**WHAT YOU NEED TO DO:**
The data must be copied over exactly and in full.
------------
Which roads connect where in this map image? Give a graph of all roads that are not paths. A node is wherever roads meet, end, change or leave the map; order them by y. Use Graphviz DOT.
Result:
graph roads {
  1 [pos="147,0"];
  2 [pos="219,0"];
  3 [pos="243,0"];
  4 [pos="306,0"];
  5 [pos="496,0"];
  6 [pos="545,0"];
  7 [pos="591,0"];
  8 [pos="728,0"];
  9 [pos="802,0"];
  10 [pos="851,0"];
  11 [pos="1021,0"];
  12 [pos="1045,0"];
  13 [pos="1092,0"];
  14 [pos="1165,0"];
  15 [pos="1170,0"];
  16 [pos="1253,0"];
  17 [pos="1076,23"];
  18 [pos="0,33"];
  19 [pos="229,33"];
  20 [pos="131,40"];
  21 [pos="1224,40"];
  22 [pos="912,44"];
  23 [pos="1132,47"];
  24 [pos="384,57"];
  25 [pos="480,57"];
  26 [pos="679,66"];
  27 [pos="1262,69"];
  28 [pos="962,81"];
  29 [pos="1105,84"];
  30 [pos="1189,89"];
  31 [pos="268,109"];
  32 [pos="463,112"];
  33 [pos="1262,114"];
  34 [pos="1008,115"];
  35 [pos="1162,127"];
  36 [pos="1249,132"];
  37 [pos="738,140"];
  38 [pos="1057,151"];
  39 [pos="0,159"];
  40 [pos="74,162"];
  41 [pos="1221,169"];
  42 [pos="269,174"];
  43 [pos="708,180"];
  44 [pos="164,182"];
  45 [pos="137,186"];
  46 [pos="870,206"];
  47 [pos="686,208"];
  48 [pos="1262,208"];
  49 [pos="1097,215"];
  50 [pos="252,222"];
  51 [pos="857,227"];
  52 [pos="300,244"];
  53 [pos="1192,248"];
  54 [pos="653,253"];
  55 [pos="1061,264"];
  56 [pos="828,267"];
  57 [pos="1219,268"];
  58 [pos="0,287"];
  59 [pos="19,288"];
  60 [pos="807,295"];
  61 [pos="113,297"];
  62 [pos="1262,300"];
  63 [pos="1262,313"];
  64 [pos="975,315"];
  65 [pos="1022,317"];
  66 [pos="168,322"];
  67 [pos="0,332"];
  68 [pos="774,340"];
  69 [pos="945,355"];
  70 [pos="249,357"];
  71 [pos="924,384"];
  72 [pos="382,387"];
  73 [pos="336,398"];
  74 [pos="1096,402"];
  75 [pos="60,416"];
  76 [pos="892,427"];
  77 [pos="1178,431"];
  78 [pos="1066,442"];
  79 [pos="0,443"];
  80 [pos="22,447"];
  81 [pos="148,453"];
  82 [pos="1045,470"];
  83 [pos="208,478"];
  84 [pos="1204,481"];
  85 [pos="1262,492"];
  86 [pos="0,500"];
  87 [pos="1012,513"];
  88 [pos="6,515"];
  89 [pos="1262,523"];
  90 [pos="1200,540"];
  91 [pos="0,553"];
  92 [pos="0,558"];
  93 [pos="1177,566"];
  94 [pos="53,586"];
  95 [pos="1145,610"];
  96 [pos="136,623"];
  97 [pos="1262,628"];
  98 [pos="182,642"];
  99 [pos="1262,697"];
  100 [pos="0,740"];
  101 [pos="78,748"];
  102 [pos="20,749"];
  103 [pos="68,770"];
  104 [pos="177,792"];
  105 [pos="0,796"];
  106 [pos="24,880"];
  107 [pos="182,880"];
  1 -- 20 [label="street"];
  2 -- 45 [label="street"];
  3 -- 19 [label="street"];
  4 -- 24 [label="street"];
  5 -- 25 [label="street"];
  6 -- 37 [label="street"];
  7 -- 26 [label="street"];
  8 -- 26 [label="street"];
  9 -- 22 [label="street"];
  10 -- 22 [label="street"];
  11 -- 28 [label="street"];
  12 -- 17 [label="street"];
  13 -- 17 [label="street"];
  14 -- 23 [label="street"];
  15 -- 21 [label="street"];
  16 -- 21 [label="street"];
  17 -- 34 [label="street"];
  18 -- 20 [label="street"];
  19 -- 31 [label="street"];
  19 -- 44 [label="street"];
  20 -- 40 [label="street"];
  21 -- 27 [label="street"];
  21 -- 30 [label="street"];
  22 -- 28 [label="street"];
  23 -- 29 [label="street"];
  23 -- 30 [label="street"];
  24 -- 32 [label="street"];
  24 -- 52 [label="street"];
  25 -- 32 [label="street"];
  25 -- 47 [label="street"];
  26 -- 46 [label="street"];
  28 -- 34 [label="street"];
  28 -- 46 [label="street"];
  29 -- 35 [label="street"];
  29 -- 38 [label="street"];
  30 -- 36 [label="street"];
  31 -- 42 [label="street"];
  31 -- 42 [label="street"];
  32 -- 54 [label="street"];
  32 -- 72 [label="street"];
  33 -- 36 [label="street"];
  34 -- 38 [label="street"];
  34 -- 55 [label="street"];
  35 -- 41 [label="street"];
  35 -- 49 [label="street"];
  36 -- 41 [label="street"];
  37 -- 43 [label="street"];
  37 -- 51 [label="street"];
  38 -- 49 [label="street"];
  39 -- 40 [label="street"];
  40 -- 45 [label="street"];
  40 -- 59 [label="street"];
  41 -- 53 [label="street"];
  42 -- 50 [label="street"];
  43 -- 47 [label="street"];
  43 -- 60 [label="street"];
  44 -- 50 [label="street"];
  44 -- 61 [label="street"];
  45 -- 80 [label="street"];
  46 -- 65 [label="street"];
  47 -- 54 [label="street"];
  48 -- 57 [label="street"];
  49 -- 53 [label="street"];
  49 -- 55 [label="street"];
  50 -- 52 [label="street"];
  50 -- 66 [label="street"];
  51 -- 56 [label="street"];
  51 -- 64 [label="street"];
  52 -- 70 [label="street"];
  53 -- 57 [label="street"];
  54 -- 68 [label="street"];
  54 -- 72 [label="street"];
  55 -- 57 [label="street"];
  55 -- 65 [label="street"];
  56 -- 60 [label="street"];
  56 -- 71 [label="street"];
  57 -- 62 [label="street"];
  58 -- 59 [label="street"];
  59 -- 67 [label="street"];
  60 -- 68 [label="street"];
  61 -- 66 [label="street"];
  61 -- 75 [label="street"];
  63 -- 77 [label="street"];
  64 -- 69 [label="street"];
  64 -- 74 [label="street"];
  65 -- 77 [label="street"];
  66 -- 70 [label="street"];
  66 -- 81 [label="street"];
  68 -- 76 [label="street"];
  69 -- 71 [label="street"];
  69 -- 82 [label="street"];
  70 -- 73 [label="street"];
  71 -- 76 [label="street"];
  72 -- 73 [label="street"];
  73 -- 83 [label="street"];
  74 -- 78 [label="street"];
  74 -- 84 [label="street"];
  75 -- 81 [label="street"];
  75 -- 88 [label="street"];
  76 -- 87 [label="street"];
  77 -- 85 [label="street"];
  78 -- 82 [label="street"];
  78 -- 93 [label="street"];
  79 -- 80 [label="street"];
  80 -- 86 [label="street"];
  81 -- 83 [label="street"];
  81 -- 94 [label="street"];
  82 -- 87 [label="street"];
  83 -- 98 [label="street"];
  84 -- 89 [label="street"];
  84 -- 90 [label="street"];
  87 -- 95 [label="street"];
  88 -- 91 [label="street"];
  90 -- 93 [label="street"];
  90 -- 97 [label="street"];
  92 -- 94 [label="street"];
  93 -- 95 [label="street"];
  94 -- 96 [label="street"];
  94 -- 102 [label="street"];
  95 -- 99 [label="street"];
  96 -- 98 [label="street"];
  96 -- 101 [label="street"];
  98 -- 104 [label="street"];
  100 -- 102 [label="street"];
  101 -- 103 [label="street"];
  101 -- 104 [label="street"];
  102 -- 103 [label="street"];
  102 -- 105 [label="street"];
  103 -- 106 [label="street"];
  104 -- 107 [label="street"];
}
------------
**ANSWER TO THIS TASK:**
Which roads connect where in this map image? Give a graph of all roads that are not paths. A node is wherever roads meet, end, change or leave the map; order them by y. Use Graphviz DOT.
Result:
graph roads {
  1 [pos="147,0"];
  2 [pos="219,0"];
  3 [pos="243,0"];
  4 [pos="306,0"];
  5 [pos="496,0"];
  6 [pos="545,0"];
  7 [pos="591,0"];
  8 [pos="728,0"];
  9 [pos="802,0"];
  10 [pos="851,0"];
  11 [pos="1021,0"];
  12 [pos="1045,0"];
  13 [pos="1092,0"];
  14 [pos="1165,0"];
  15 [pos="1170,0"];
  16 [pos="1253,0"];
  17 [pos="1076,23"];
  18 [pos="0,33"];
  19 [pos="229,33"];
  20 [pos="131,40"];
  21 [pos="1224,40"];
  22 [pos="912,44"];
  23 [pos="1132,47"];
  24 [pos="384,57"];
  25 [pos="480,57"];
  26 [pos="679,66"];
  27 [pos="1262,69"];
  28 [pos="962,81"];
  29 [pos="1105,84"];
  30 [pos="1189,89"];
  31 [pos="268,109"];
  32 [pos="463,112"];
  33 [pos="1262,114"];
  34 [pos="1008,115"];
  35 [pos="1162,127"];
  36 [pos="1249,132"];
  37 [pos="738,140"];
  38 [pos="1057,151"];
  39 [pos="0,159"];
  40 [pos="74,162"];
  41 [pos="1221,169"];
  42 [pos="269,174"];
  43 [pos="708,180"];
  44 [pos="164,182"];
  45 [pos="137,186"];
  46 [pos="870,206"];
  47 [pos="686,208"];
  48 [pos="1262,208"];
  49 [pos="1097,215"];
  50 [pos="252,222"];
  51 [pos="857,227"];
  52 [pos="300,244"];
  53 [pos="1192,248"];
  54 [pos="653,253"];
  55 [pos="1061,264"];
  56 [pos="828,267"];
  57 [pos="1219,268"];
  58 [pos="0,287"];
  59 [pos="19,288"];
  60 [pos="807,295"];
  61 [pos="113,297"];
  62 [pos="1262,300"];
  63 [pos="1262,313"];
  64 [pos="975,315"];
  65 [pos="1022,317"];
  66 [pos="168,322"];
  67 [pos="0,332"];
  68 [pos="774,340"];
  69 [pos="945,355"];
  70 [pos="249,357"];
  71 [pos="924,384"];
  72 [pos="382,387"];
  73 [pos="336,398"];
  74 [pos="1096,402"];
  75 [pos="60,416"];
  76 [pos="892,427"];
  77 [pos="1178,431"];
  78 [pos="1066,442"];
  79 [pos="0,443"];
  80 [pos="22,447"];
  81 [pos="148,453"];
  82 [pos="1045,470"];
  83 [pos="208,478"];
  84 [pos="1204,481"];
  85 [pos="1262,492"];
  86 [pos="0,500"];
  87 [pos="1012,513"];
  88 [pos="6,515"];
  89 [pos="1262,523"];
  90 [pos="1200,540"];
  91 [pos="0,553"];
  92 [pos="0,558"];
  93 [pos="1177,566"];
  94 [pos="53,586"];
  95 [pos="1145,610"];
  96 [pos="136,623"];
  97 [pos="1262,628"];
  98 [pos="182,642"];
  99 [pos="1262,697"];
  100 [pos="0,740"];
  101 [pos="78,748"];
  102 [pos="20,749"];
  103 [pos="68,770"];
  104 [pos="177,792"];
  105 [pos="0,796"];
  106 [pos="24,880"];
  107 [pos="182,880"];
  1 -- 20 [label="street"];
  2 -- 45 [label="street"];
  3 -- 19 [label="street"];
  4 -- 24 [label="street"];
  5 -- 25 [label="street"];
  6 -- 37 [label="street"];
  7 -- 26 [label="street"];
  8 -- 26 [label="street"];
  9 -- 22 [label="street"];
  10 -- 22 [label="street"];
  11 -- 28 [label="street"];
  12 -- 17 [label="street"];
  13 -- 17 [label="street"];
  14 -- 23 [label="street"];
  15 -- 21 [label="street"];
  16 -- 21 [label="street"];
  17 -- 34 [label="street"];
  18 -- 20 [label="street"];
  19 -- 31 [label="street"];
  19 -- 44 [label="street"];
  20 -- 40 [label="street"];
  21 -- 27 [label="street"];
  21 -- 30 [label="street"];
  22 -- 28 [label="street"];
  23 -- 29 [label="street"];
  23 -- 30 [label="street"];
  24 -- 32 [label="street"];
  24 -- 52 [label="street"];
  25 -- 32 [label="street"];
  25 -- 47 [label="street"];
  26 -- 46 [label="street"];
  28 -- 34 [label="street"];
  28 -- 46 [label="street"];
  29 -- 35 [label="street"];
  29 -- 38 [label="street"];
  30 -- 36 [label="street"];
  31 -- 42 [label="street"];
  31 -- 42 [label="street"];
  32 -- 54 [label="street"];
  32 -- 72 [label="street"];
  33 -- 36 [label="street"];
  34 -- 38 [label="street"];
  34 -- 55 [label="street"];
  35 -- 41 [label="street"];
  35 -- 49 [label="street"];
  36 -- 41 [label="street"];
  37 -- 43 [label="street"];
  37 -- 51 [label="street"];
  38 -- 49 [label="street"];
  39 -- 40 [label="street"];
  40 -- 45 [label="street"];
  40 -- 59 [label="street"];
  41 -- 53 [label="street"];
  42 -- 50 [label="street"];
  43 -- 47 [label="street"];
  43 -- 60 [label="street"];
  44 -- 50 [label="street"];
  44 -- 61 [label="street"];
  45 -- 80 [label="street"];
  46 -- 65 [label="street"];
  47 -- 54 [label="street"];
  48 -- 57 [label="street"];
  49 -- 53 [label="street"];
  49 -- 55 [label="street"];
  50 -- 52 [label="street"];
  50 -- 66 [label="street"];
  51 -- 56 [label="street"];
  51 -- 64 [label="street"];
  52 -- 70 [label="street"];
  53 -- 57 [label="street"];
  54 -- 68 [label="street"];
  54 -- 72 [label="street"];
  55 -- 57 [label="street"];
  55 -- 65 [label="street"];
  56 -- 60 [label="street"];
  56 -- 71 [label="street"];
  57 -- 62 [label="street"];
  58 -- 59 [label="street"];
  59 -- 67 [label="street"];
  60 -- 68 [label="street"];
  61 -- 66 [label="street"];
  61 -- 75 [label="street"];
  63 -- 77 [label="street"];
  64 -- 69 [label="street"];
  64 -- 74 [label="street"];
  65 -- 77 [label="street"];
  66 -- 70 [label="street"];
  66 -- 81 [label="street"];
  68 -- 76 [label="street"];
  69 -- 71 [label="street"];
  69 -- 82 [label="street"];
  70 -- 73 [label="street"];
  71 -- 76 [label="street"];
  72 -- 73 [label="street"];
  73 -- 83 [label="street"];
  74 -- 78 [label="street"];
  74 -- 84 [label="street"];
  75 -- 81 [label="street"];
  75 -- 88 [label="street"];
  76 -- 87 [label="street"];
  77 -- 85 [label="street"];
  78 -- 82 [label="street"];
  78 -- 93 [label="street"];
  79 -- 80 [label="street"];
  80 -- 86 [label="street"];
  81 -- 83 [label="street"];
  81 -- 94 [label="street"];
  82 -- 87 [label="street"];
  83 -- 98 [label="street"];
  84 -- 89 [label="street"];
  84 -- 90 [label="street"];
  87 -- 95 [label="street"];
  88 -- 91 [label="street"];
  90 -- 93 [label="street"];
  90 -- 97 [label="street"];
  92 -- 94 [label="street"];
  93 -- 95 [label="street"];
  94 -- 96 [label="street"];
  94 -- 102 [label="street"];
  95 -- 99 [label="street"];
  96 -- 98 [label="street"];
  96 -- 101 [label="street"];
  98 -- 104 [label="street"];
  100 -- 102 [label="street"];
  101 -- 103 [label="street"];
  101 -- 104 [label="street"];
  102 -- 103 [label="street"];
  102 -- 105 [label="street"];
  103 -- 106 [label="street"];
  104 -- 107 [label="street"];
}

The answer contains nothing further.